One aspect of the Dunlop fallout has been to force all of us to think hard about some of the fundamentals of our trade. Part of our problem is that our system has developed in such a haphazard way. Instead of recognising that political parties are an essential part of the system of democracy, and as such needing to be supported and supervised like any other arm of Government, our Constitution makes no mention of parties at all.

As a result, what law we have on parties is a result of ad hoc reaction to various crises, instead of a rational, comprehensive attempt to construct a legal and, if necessary, constitutional framework. Other countries do this and accept the reality that political parties need to be funded to carry out the variety of necessary functions including research, communication publicity, training and the like. In turn, they need to be accountable for all money received and spent.
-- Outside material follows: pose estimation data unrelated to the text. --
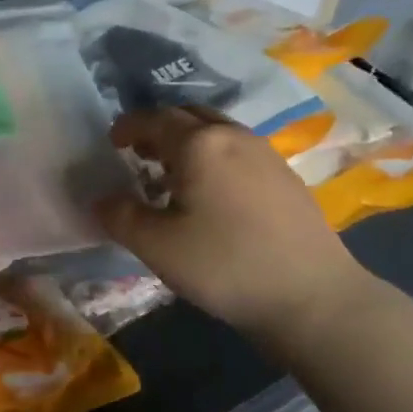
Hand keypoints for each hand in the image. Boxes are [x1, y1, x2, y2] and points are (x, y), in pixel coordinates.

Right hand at [97, 107, 370, 336]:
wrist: (311, 296)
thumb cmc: (224, 265)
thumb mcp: (156, 246)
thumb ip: (120, 216)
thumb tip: (101, 199)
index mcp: (199, 144)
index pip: (154, 119)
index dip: (128, 126)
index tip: (112, 142)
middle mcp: (234, 136)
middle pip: (189, 115)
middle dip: (159, 128)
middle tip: (139, 154)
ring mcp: (266, 154)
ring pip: (217, 131)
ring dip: (188, 141)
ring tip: (172, 175)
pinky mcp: (285, 177)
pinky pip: (238, 151)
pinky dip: (213, 157)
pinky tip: (211, 194)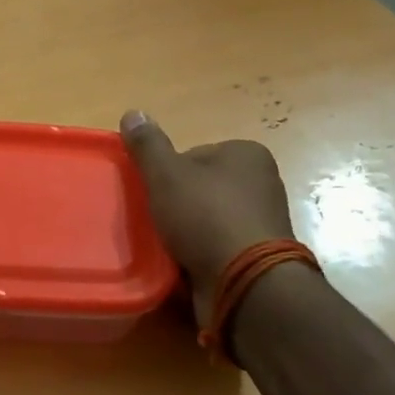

Drapier read with interest John Bruton's speech yesterday along these lines. Drapier has long felt that rather than ad hoc proposals which lurch us from one crisis to the next we need an overhaul of our party law, underpinned by a clear set of defining principles and an acceptance that in the age-old words of Walter Bagehot, "without parties, parliament could not function" and therefore parties should be funded as in every other area of public life.

It will not be easy. There are many difficult questions to be resolved, especially if some measure of private funding is to continue. Most party funding is small scale and open - raffles, church gate collections, golf classics, race nights and the like. Many subscriptions come from genuine well-wishers. People have a right to support parties or candidates or policies by giving a donation. New parties have a right to break into the system.

It is time we faced up to these questions, not in a bickering, partisan way, but on an all-party basis, recognising that, by and large, our system has worked, our politics are and have been honest, but unless we bring in real and radical reforms, all of us are in danger of being tarred with the brush of the few who have disgraced us all.

To more mundane matters. The word now is that we will not be heading to south Tipperary until the autumn at the earliest. The election date is Labour's call and had Mrs Ellen Ferris been at all enthusiastic we would have been packing our bags this very weekend, each of us assigned to a parish or a polling area, each of us enjoined to leave no stone unturned to ensure that every vote was got out. Clearly, however, Mrs Ferris needs more time and the odds are no more than 50/50 that she will let her name go forward. If she does not, it will be a big blow to Labour and to Ruairi Quinn's hope of winning four by-elections.

The odds on Martin Mansergh being a candidate for Fianna Fail are lengthening also. He certainly would have been different, a dash of posh and polish in the style of Erskine Childers, and he does still have significant backing at the top levels of the party. Apparently, however, the grass roots have been well and truly watered by the local aspirants and Martin may have to wait a little longer before converting from mandarin to backbencher.

Meanwhile back in Leinster House, Brian Lenihan's constitutional committee has done a very good week's work. It was strange to see the eminent psychologists, gynaecologists and obstetricians sitting in the Seanad chamber and going through their paces. The most striking aspect of it all was the absence of hysteria, name-calling and the imputations of bad faith which normally characterise debate on this issue. Most of us shudder at the memories of the earlier debates, the fanaticism, intolerance and sheer nastiness which engulfed those campaigns.

No doubt there is plenty of the same lurking out there, awaiting the right opportunity, but it was singularly absent from the Seanad chamber this week. Brian Lenihan's style of chairing set the tone and there was some effective questioning, especially from Jim O'Keeffe, Liz McManus, Kathleen O'Meara and Tom Enright. It showed too that the committees can be effective without being adversarial, and undoubtedly this week the debate was moved on significantly.

Moved on to where is another question. As Drapier listened to the witnesses he came to the conclusion that the worst way to go would be through a constitutional amendment, that no form of words is going to meet the requirements of all and that as a mature and responsible parliament we can be and should be entrusted to do what is right. Not that our bona fides will be accepted by the hardliners, and we may find ourselves facing an unwanted referendum for the worst of all reasons - pressure from the four Independent TDs. Quite frankly, the issue is too serious to be left to that sort of treatment.